DATA FOR THIS TASK START
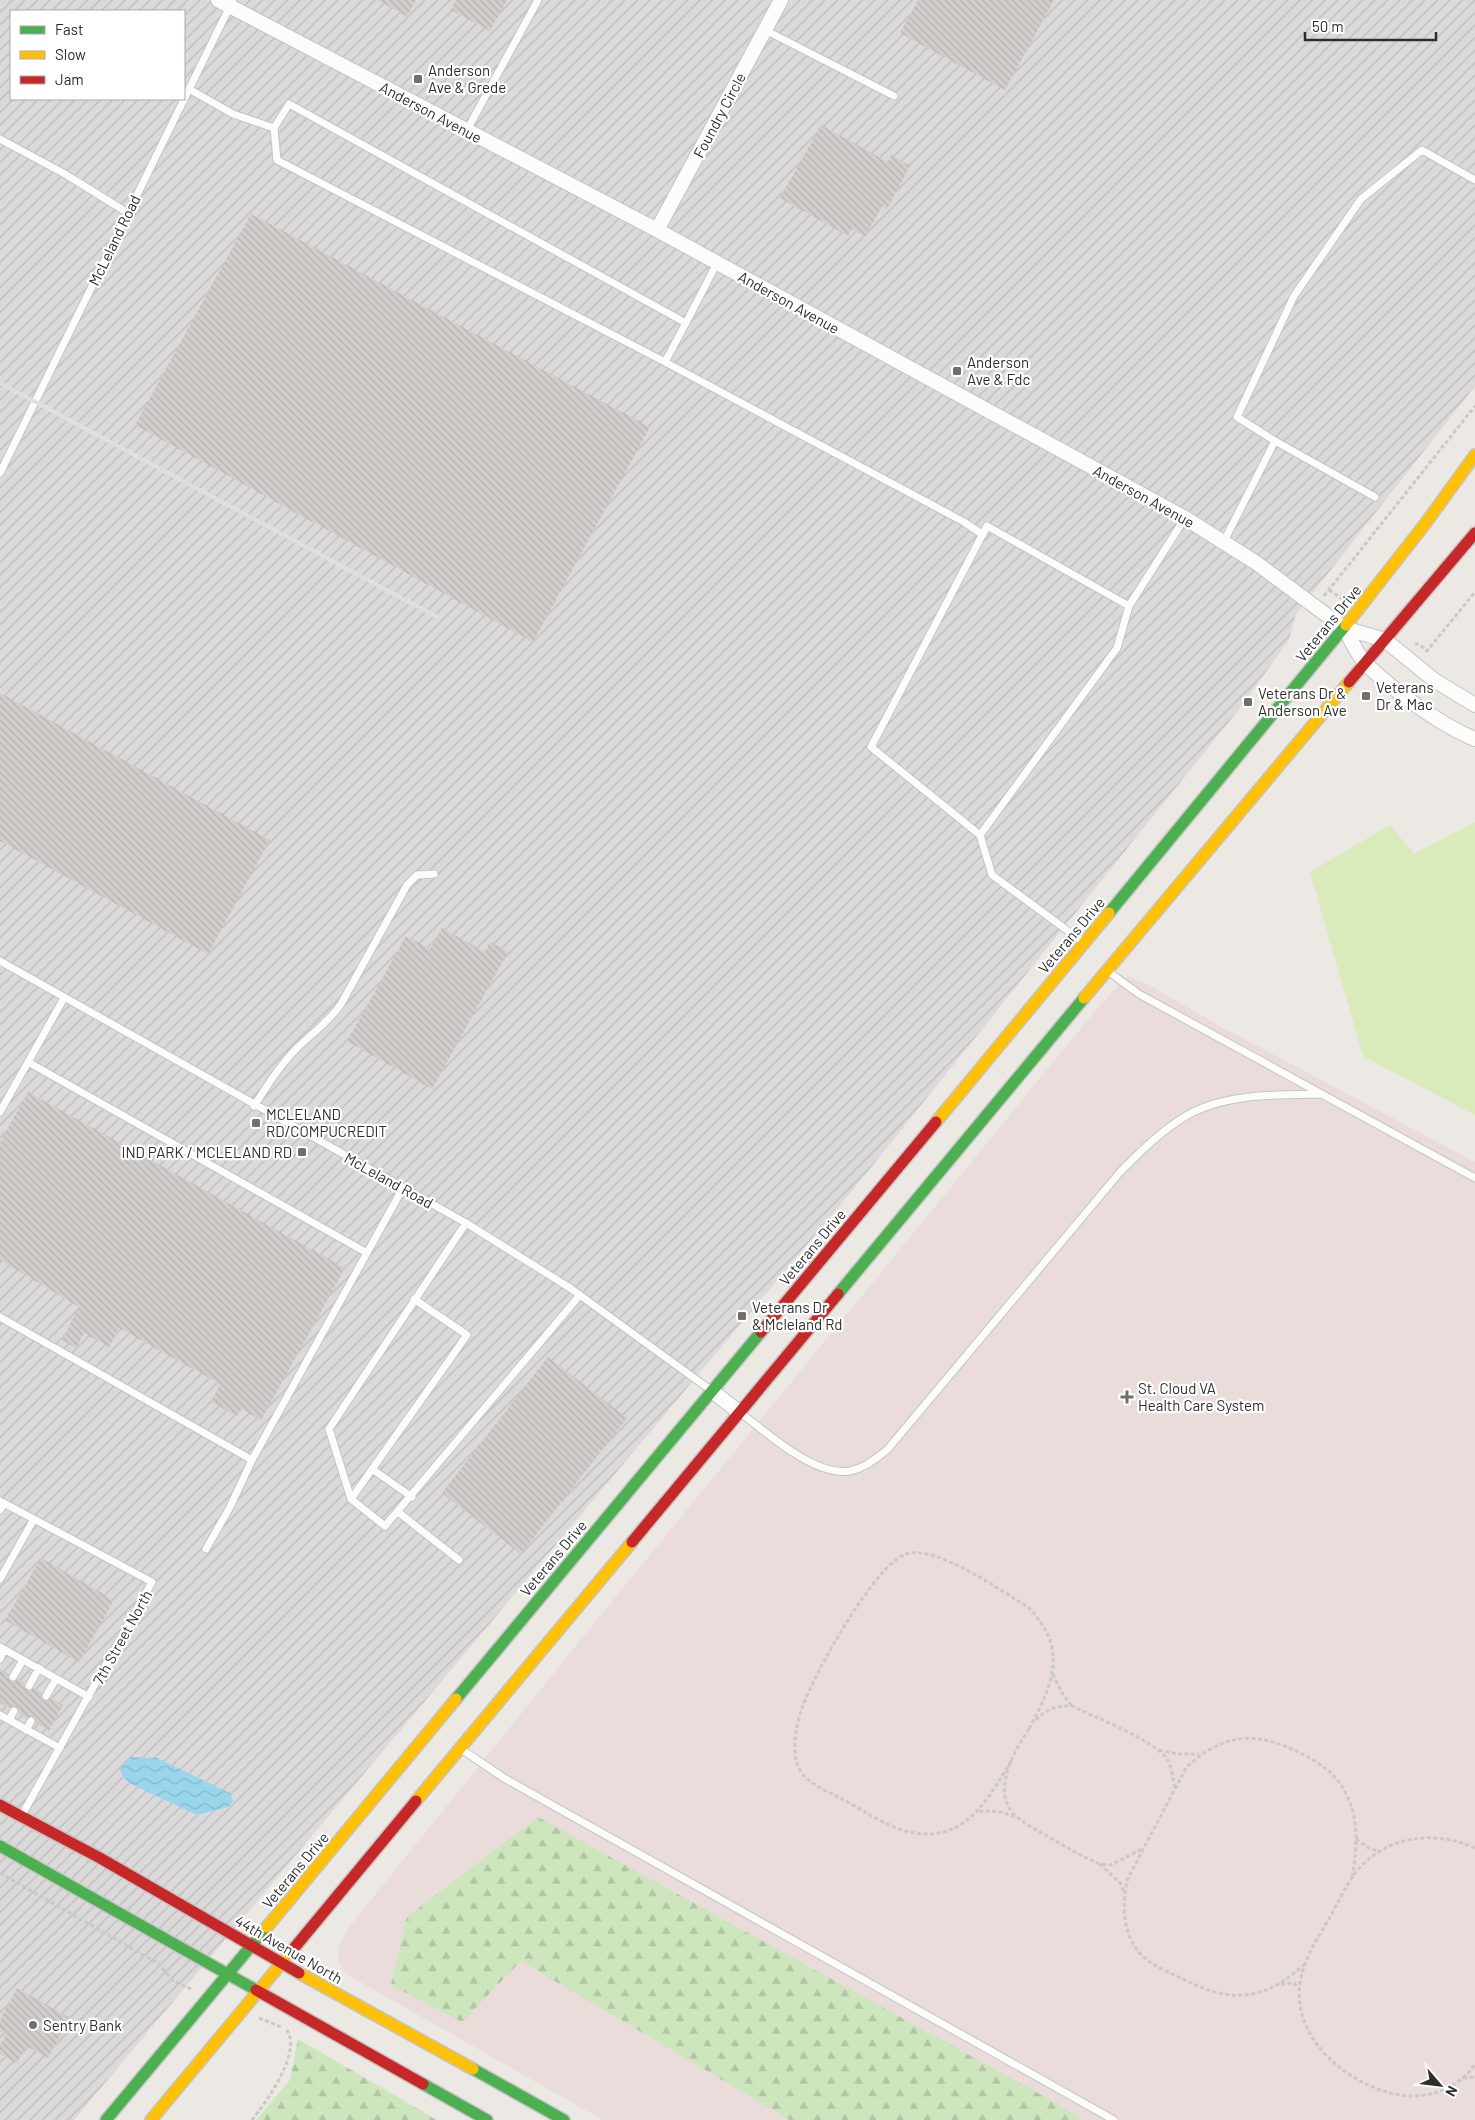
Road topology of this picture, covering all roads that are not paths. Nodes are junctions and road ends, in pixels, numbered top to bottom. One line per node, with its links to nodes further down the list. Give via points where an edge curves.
1 (538, 0): 10 (lane)
2 (781, 0): 4 (street, Foundry Circle)
3 (227, 2): 5 (lane, McLeland Road); 10 (street, Anderson Avenue)
4 (765, 30): 6 (lane); 14 (street, Foundry Circle)
5 (189, 89): 7 (lane, McLeland Road); 9 (lane, via 233,114)
6 (894, 96)
7 (185, 97)
8 (184, 100): 13 (lane, McLeland Road)
9 (274, 128): 16 (lane, via 289,104); 17 (lane, via 277,160)
10 (467, 130): 14 (street, Anderson Avenue)
11 (0, 139): 13 (lane)
12 (1475, 180): 18 (lane, via 1422,150 1361,199 1294,296 1237,417)
13 (128, 213): 20 (lane, McLeland Road)
14 (657, 230): 15 (street, Anderson Avenue)
15 (717, 263): 16 (lane); 22 (street, Anderson Avenue)
16 (686, 323): 17 (lane)
17 (664, 362): 24 (lane)
18 (1275, 441): 21 (lane); 25 (lane)
19 (1475, 455): 27 (main road, Veterans Drive)
20 (0, 473)
21 (1375, 497)
22 (1184, 518): 25 (street, Anderson Avenue); 26 (lane)
23 (1475, 533): 28 (main road)
24 (983, 535): 26 (lane, via 988,526); 32 (lane, via 871,747)
25 (1224, 541): 27 (street, Anderson Avenue)
26 (1129, 606): 32 (lane, via 1117,648)
27 (1344, 628): 28 (street, Anderson Avenue); 29 (street, Anderson Avenue); 34 (main road, Veterans Drive)
28 (1385, 640): 29 (main road); 30 (street, Anderson Avenue)
29 (1365, 663): 31 (street, Anderson Avenue, via 1429,713); 36 (main road)
30 (1475, 705)
31 (1475, 739)
32 (980, 834): 34 (lane, via 992,876)
33 (434, 874): 40 (lane, via 417,874 407,885 342,1004 329,1021 296,1048)
34 (1084, 943): 49 (main road, Veterans Drive)
35 (0, 961): 37 (lane, McLeland Road)
36 (1106, 970): 39 (lane, via 1139,994); 50 (main road)
37 (64, 998): 38 (lane); 40 (lane, McLeland Road)
38 (28, 1062): 41 (lane); 45 (lane)
39 (1322, 1094): 42 (lane); 50 (lane, via 1219,1103 1187,1115 1152,1139 1121,1171 887,1450 868,1465 848,1471 828,1469 784,1446)
40 (254, 1106): 43 (lane, McLeland Road)
41 (0, 1112)
42 (1475, 1178)
43 (404, 1188): 44 (lane, McLeland Road); 45 (lane)
44 (466, 1223): 46 (lane, McLeland Road); 47 (lane)
45 (368, 1253): 51 (lane)
46 (580, 1295): 49 (lane, McLeland Road); 53 (lane)
47 (414, 1299): 52 (lane, via 467,1335); 54 (lane, via 329,1429)
48 (0, 1318): 51 (lane)
49 (712, 1391): 50 (street); 81 (main road, Veterans Drive)
50 (739, 1412): 77 (main road)
51 (252, 1460): 59 (lane)
52 (372, 1469): 53 (lane); 54 (lane)
53 (412, 1497): 57 (lane)
54 (351, 1499): 57 (lane, via 385,1526)
55 (2, 1502): 56 (lane); 58 (lane, 7th Street North)
56 (0, 1510)
57 (398, 1512): 60 (lane)
58 (34, 1519): 61 (lane); 70 (lane, 7th Street North, via 152,1582)
59 (206, 1549)
60 (459, 1560)
61 (0, 1579)
62 (2, 1648): 63 (lane); 64 (lane)
63 (0, 1659)
64 (23, 1660): 65 (lane); 66 (lane)
65 (39, 1668): 67 (lane); 68 (lane)
66 (13, 1677)
67 (56, 1679): 69 (lane); 70 (lane)
68 (29, 1686)
69 (46, 1696)
70 (89, 1697): 76 (lane, 7th Street North)
71 (14, 1711): 73 (lane)
72 (0, 1715): 73 (lane)
73 (9, 1720): 75 (lane)
74 (31, 1721): 75 (lane)
75 (26, 1730): 76 (lane)
76 (60, 1748): 79 (lane, 7th Street North)
77 (460, 1748): 82 (main road); 89 (lane, via 504,1778)
78 (0, 1805): 79 (main road, 44th Avenue North)
79 (22, 1816): 81 (main road, 44th Avenue North)
80 (0, 1846): 83 (main road)
81 (251, 1946): 82 (main road, 44th Avenue North); 83 (main road, Veterans Drive)
82 (283, 1962): 84 (main road); 88 (main road, 44th Avenue North)
83 (227, 1973): 84 (main road); 85 (main road, Veterans Drive)
84 (259, 1991): 86 (main road); 87 (main road)
85 (106, 2120)
86 (151, 2120)
87 (487, 2120)
88 (564, 2120)
89 (1114, 2120)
DATA FOR THIS TASK END
● DESCRIPTION OF THE TASK:
Among the lines of the data above, find those with the word "Circle" and show them.

● WRITTEN RESPONSE:
2 (781, 0): 4 (street, Foundry Circle)
4 (765, 30): 6 (lane); 14 (street, Foundry Circle)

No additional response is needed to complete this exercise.